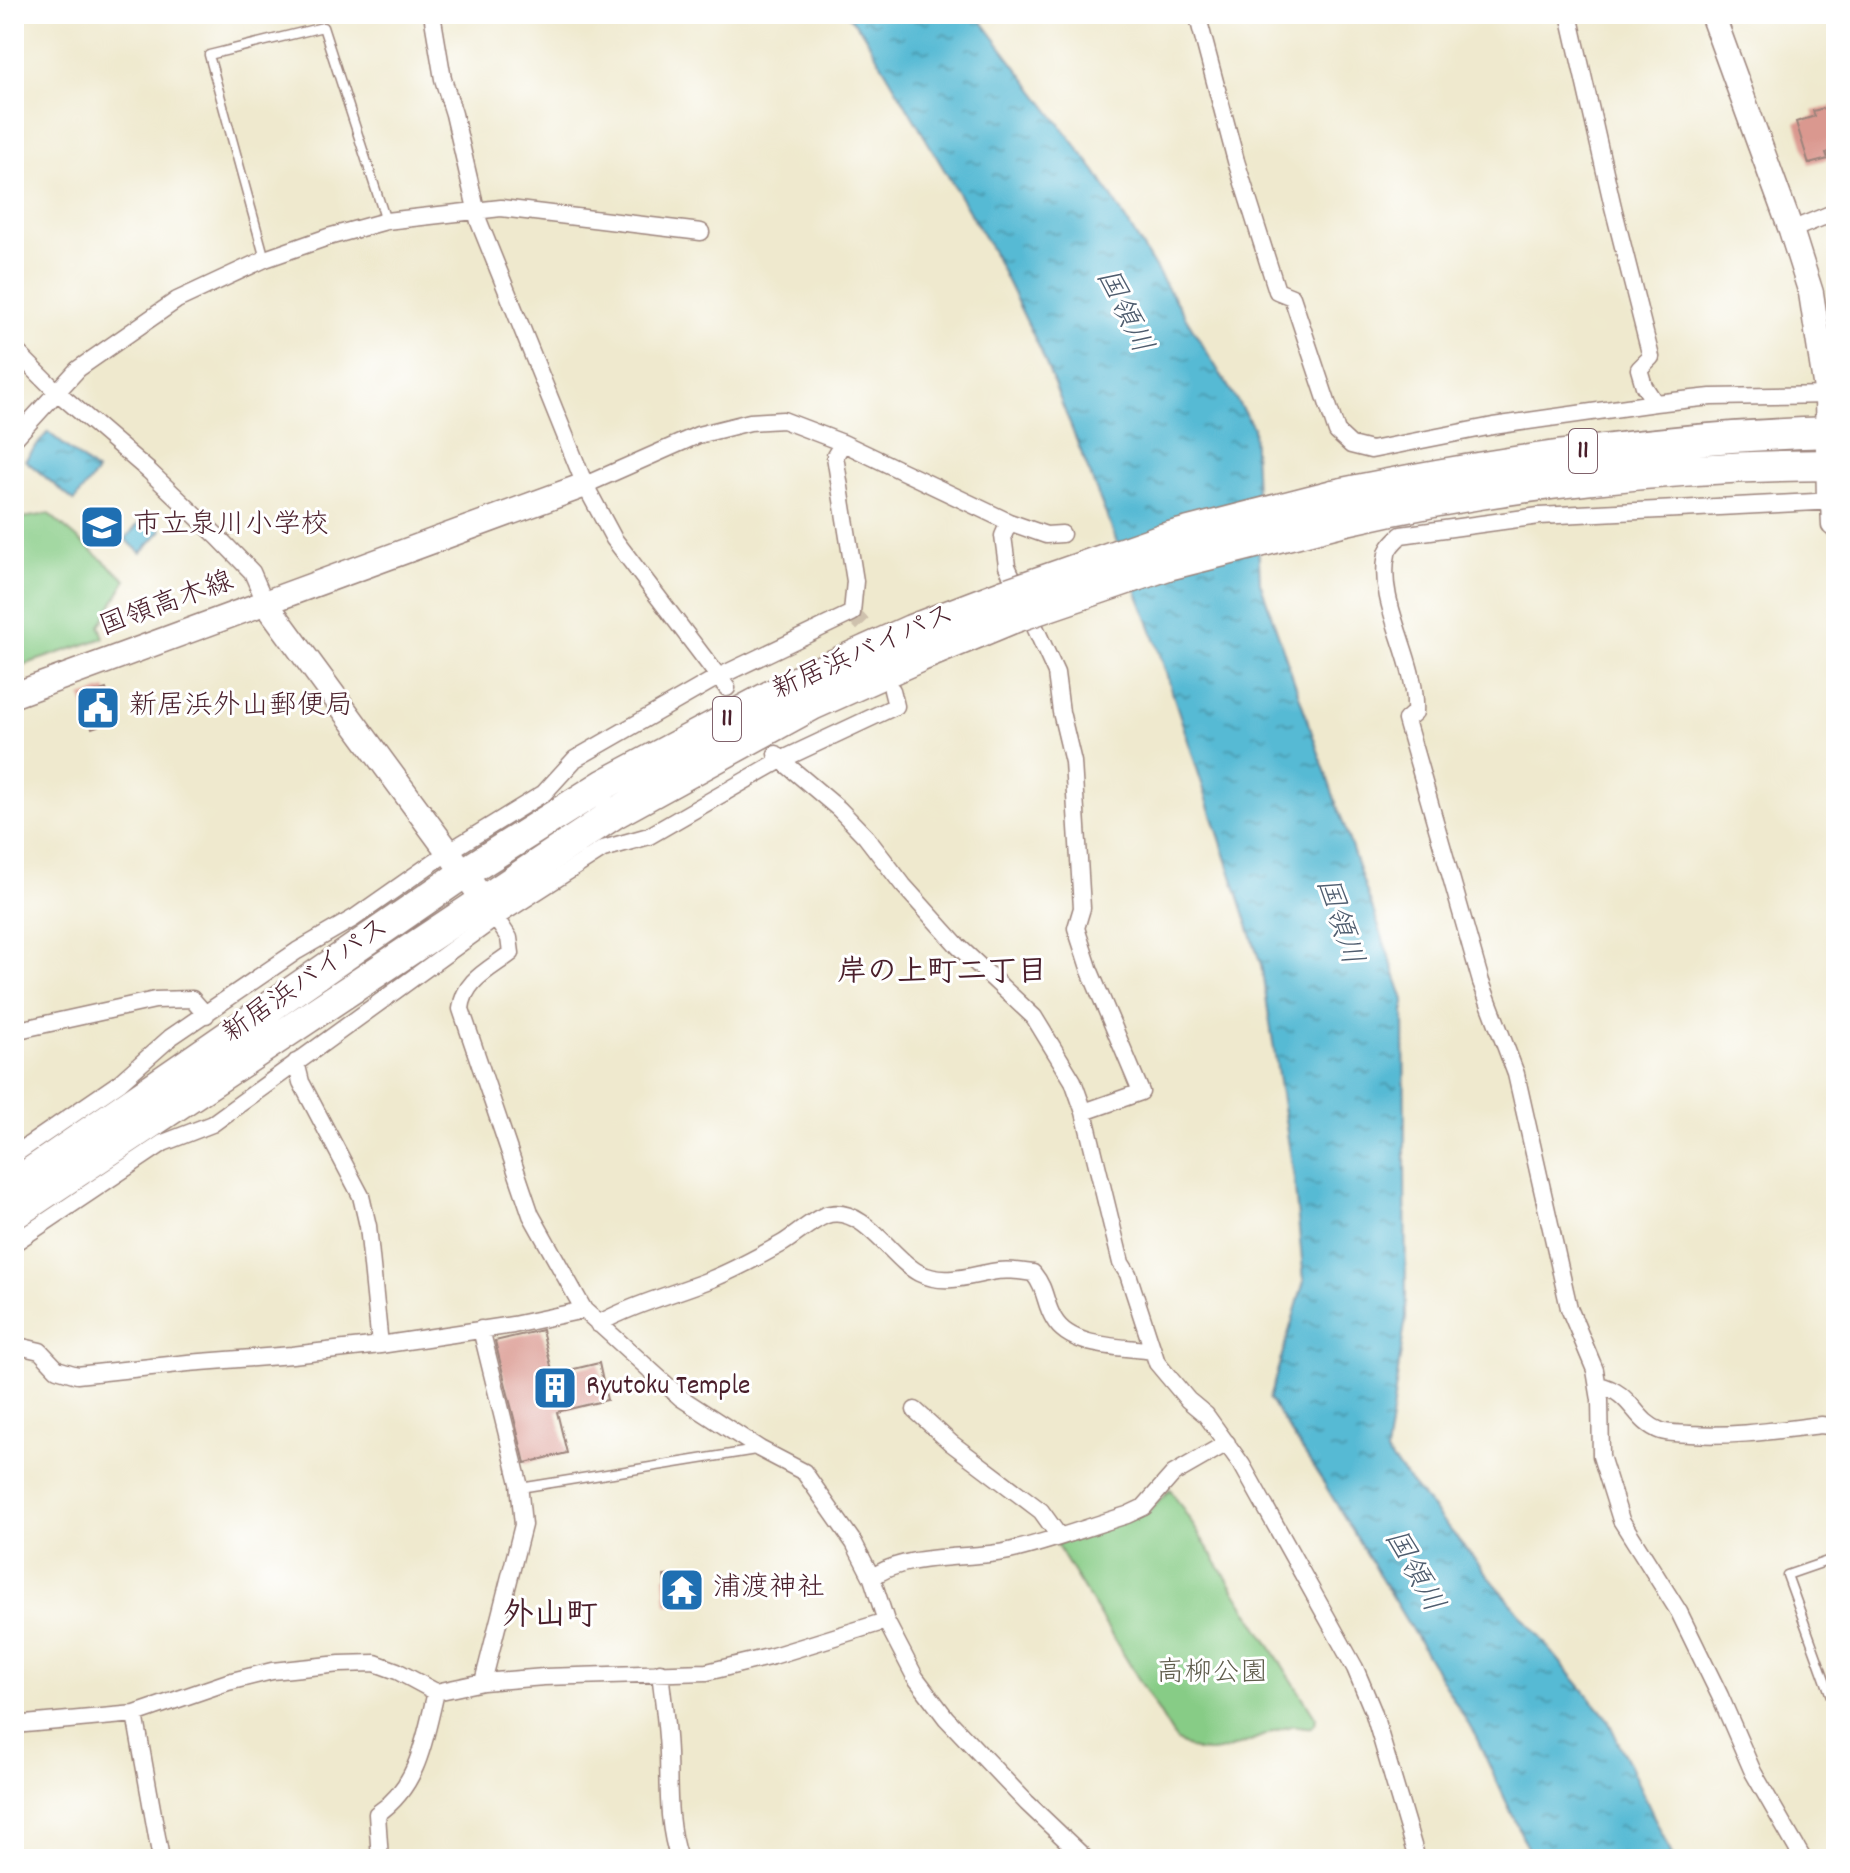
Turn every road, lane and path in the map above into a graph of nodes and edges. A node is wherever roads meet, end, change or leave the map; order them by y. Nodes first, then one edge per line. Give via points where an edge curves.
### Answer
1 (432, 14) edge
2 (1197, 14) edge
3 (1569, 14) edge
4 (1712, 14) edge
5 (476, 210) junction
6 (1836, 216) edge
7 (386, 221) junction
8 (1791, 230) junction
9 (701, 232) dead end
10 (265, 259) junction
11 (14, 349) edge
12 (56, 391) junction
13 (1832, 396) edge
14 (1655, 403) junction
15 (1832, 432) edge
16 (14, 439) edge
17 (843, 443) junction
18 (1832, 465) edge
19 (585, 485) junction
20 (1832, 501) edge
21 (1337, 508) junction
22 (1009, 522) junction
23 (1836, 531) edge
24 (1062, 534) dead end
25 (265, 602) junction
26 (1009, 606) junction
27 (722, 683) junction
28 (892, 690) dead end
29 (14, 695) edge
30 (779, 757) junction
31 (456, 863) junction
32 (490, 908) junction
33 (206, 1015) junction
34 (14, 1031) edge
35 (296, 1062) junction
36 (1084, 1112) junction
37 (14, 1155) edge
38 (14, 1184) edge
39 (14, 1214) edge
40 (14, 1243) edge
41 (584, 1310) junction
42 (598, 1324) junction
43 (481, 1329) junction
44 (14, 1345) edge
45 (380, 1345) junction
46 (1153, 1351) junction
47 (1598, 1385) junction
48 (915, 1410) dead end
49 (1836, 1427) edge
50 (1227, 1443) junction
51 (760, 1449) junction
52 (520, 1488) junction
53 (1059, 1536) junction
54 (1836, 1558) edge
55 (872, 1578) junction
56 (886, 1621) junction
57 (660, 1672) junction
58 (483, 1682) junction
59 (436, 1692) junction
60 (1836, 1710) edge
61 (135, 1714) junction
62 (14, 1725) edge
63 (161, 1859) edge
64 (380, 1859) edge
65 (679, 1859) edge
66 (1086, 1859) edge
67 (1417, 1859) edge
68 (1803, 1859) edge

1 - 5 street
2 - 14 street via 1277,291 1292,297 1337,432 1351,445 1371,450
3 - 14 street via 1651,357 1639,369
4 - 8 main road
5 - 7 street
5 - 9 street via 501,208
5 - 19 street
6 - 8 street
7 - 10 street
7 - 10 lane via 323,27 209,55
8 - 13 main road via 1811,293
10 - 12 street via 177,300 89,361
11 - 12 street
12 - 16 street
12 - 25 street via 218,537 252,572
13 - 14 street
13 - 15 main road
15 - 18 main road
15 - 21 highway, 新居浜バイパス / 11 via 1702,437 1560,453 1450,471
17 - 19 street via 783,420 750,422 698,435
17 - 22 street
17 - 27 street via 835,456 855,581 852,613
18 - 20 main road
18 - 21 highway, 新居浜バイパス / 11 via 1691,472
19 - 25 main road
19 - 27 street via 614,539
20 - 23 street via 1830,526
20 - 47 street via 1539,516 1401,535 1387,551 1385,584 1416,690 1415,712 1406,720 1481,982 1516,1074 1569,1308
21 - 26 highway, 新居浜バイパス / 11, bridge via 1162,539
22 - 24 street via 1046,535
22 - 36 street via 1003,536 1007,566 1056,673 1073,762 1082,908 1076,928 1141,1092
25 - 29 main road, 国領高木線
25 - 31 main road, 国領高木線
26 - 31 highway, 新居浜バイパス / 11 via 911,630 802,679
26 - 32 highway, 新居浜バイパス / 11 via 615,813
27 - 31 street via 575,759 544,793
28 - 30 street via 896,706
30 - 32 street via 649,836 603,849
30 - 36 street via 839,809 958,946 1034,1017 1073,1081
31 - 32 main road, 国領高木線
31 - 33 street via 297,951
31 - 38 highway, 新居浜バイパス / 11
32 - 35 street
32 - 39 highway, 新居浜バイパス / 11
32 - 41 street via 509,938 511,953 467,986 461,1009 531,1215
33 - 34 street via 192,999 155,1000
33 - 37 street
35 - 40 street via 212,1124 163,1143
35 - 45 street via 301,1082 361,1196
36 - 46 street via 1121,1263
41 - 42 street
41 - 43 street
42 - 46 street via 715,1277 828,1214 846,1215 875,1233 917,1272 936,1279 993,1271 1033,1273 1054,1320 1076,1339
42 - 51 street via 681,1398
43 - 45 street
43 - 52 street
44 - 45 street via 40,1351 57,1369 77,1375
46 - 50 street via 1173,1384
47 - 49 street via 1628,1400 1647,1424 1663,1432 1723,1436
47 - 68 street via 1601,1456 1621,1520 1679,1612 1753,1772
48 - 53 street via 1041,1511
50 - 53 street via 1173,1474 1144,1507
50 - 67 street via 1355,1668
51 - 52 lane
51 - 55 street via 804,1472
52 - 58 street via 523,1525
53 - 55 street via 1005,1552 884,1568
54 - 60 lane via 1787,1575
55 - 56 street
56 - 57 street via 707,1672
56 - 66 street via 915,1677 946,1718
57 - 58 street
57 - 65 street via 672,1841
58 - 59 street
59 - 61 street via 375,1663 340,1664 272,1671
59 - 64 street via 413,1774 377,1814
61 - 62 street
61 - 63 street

### Work instructions
Going through the records above line by line, transcribe each one exactly and skip any pictures.

### Task response
Turn every road, lane and path in the map above into a graph of nodes and edges. A node is wherever roads meet, end, change or leave the map; order them by y. Nodes first, then one edge per line. Give via points where an edge curves.
### Answer
1 (432, 14) edge
2 (1197, 14) edge
3 (1569, 14) edge
4 (1712, 14) edge
5 (476, 210) junction
6 (1836, 216) edge
7 (386, 221) junction
8 (1791, 230) junction
9 (701, 232) dead end
10 (265, 259) junction
11 (14, 349) edge
12 (56, 391) junction
13 (1832, 396) edge
14 (1655, 403) junction
15 (1832, 432) edge
16 (14, 439) edge
17 (843, 443) junction
18 (1832, 465) edge
19 (585, 485) junction
20 (1832, 501) edge
21 (1337, 508) junction
22 (1009, 522) junction
23 (1836, 531) edge
24 (1062, 534) dead end
25 (265, 602) junction
26 (1009, 606) junction
27 (722, 683) junction
28 (892, 690) dead end
29 (14, 695) edge
30 (779, 757) junction
31 (456, 863) junction
32 (490, 908) junction
33 (206, 1015) junction
34 (14, 1031) edge
35 (296, 1062) junction
36 (1084, 1112) junction
37 (14, 1155) edge
38 (14, 1184) edge
39 (14, 1214) edge
40 (14, 1243) edge
41 (584, 1310) junction
42 (598, 1324) junction
43 (481, 1329) junction
44 (14, 1345) edge
45 (380, 1345) junction
46 (1153, 1351) junction
47 (1598, 1385) junction
48 (915, 1410) dead end
49 (1836, 1427) edge
50 (1227, 1443) junction
51 (760, 1449) junction
52 (520, 1488) junction
53 (1059, 1536) junction
54 (1836, 1558) edge
55 (872, 1578) junction
56 (886, 1621) junction
57 (660, 1672) junction
58 (483, 1682) junction
59 (436, 1692) junction
60 (1836, 1710) edge
61 (135, 1714) junction
62 (14, 1725) edge
63 (161, 1859) edge
64 (380, 1859) edge
65 (679, 1859) edge
66 (1086, 1859) edge
67 (1417, 1859) edge
68 (1803, 1859) edge

1 - 5 street
2 - 14 street via 1277,291 1292,297 1337,432 1351,445 1371,450
3 - 14 street via 1651,357 1639,369
4 - 8 main road
5 - 7 street
5 - 9 street via 501,208
5 - 19 street
6 - 8 street
7 - 10 street
7 - 10 lane via 323,27 209,55
8 - 13 main road via 1811,293
10 - 12 street via 177,300 89,361
11 - 12 street
12 - 16 street
12 - 25 street via 218,537 252,572
13 - 14 street
13 - 15 main road
15 - 18 main road
15 - 21 highway, 新居浜バイパス / 11 via 1702,437 1560,453 1450,471
17 - 19 street via 783,420 750,422 698,435
17 - 22 street
17 - 27 street via 835,456 855,581 852,613
18 - 20 main road
18 - 21 highway, 新居浜バイパス / 11 via 1691,472
19 - 25 main road
19 - 27 street via 614,539
20 - 23 street via 1830,526
20 - 47 street via 1539,516 1401,535 1387,551 1385,584 1416,690 1415,712 1406,720 1481,982 1516,1074 1569,1308
21 - 26 highway, 新居浜バイパス / 11, bridge via 1162,539
22 - 24 street via 1046,535
22 - 36 street via 1003,536 1007,566 1056,673 1073,762 1082,908 1076,928 1141,1092
25 - 29 main road, 国領高木線
25 - 31 main road, 国領高木線
26 - 31 highway, 新居浜バイパス / 11 via 911,630 802,679
26 - 32 highway, 新居浜バイパス / 11 via 615,813
27 - 31 street via 575,759 544,793
28 - 30 street via 896,706
30 - 32 street via 649,836 603,849
30 - 36 street via 839,809 958,946 1034,1017 1073,1081
31 - 32 main road, 国領高木線
31 - 33 street via 297,951
31 - 38 highway, 新居浜バイパス / 11
32 - 35 street
32 - 39 highway, 新居浜バイパス / 11
32 - 41 street via 509,938 511,953 467,986 461,1009 531,1215
33 - 34 street via 192,999 155,1000
33 - 37 street
35 - 40 street via 212,1124 163,1143
35 - 45 street via 301,1082 361,1196
36 - 46 street via 1121,1263
41 - 42 street
41 - 43 street
42 - 46 street via 715,1277 828,1214 846,1215 875,1233 917,1272 936,1279 993,1271 1033,1273 1054,1320 1076,1339
42 - 51 street via 681,1398
43 - 45 street
43 - 52 street
44 - 45 street via 40,1351 57,1369 77,1375
46 - 50 street via 1173,1384
47 - 49 street via 1628,1400 1647,1424 1663,1432 1723,1436
47 - 68 street via 1601,1456 1621,1520 1679,1612 1753,1772
48 - 53 street via 1041,1511
50 - 53 street via 1173,1474 1144,1507
50 - 67 street via 1355,1668
51 - 52 lane
51 - 55 street via 804,1472
52 - 58 street via 523,1525
53 - 55 street via 1005,1552 884,1568
54 - 60 lane via 1787,1575
55 - 56 street
56 - 57 street via 707,1672
56 - 66 street via 915,1677 946,1718
57 - 58 street
57 - 65 street via 672,1841
58 - 59 street
59 - 61 street via 375,1663 340,1664 272,1671
59 - 64 street via 413,1774 377,1814
61 - 62 street
61 - 63 street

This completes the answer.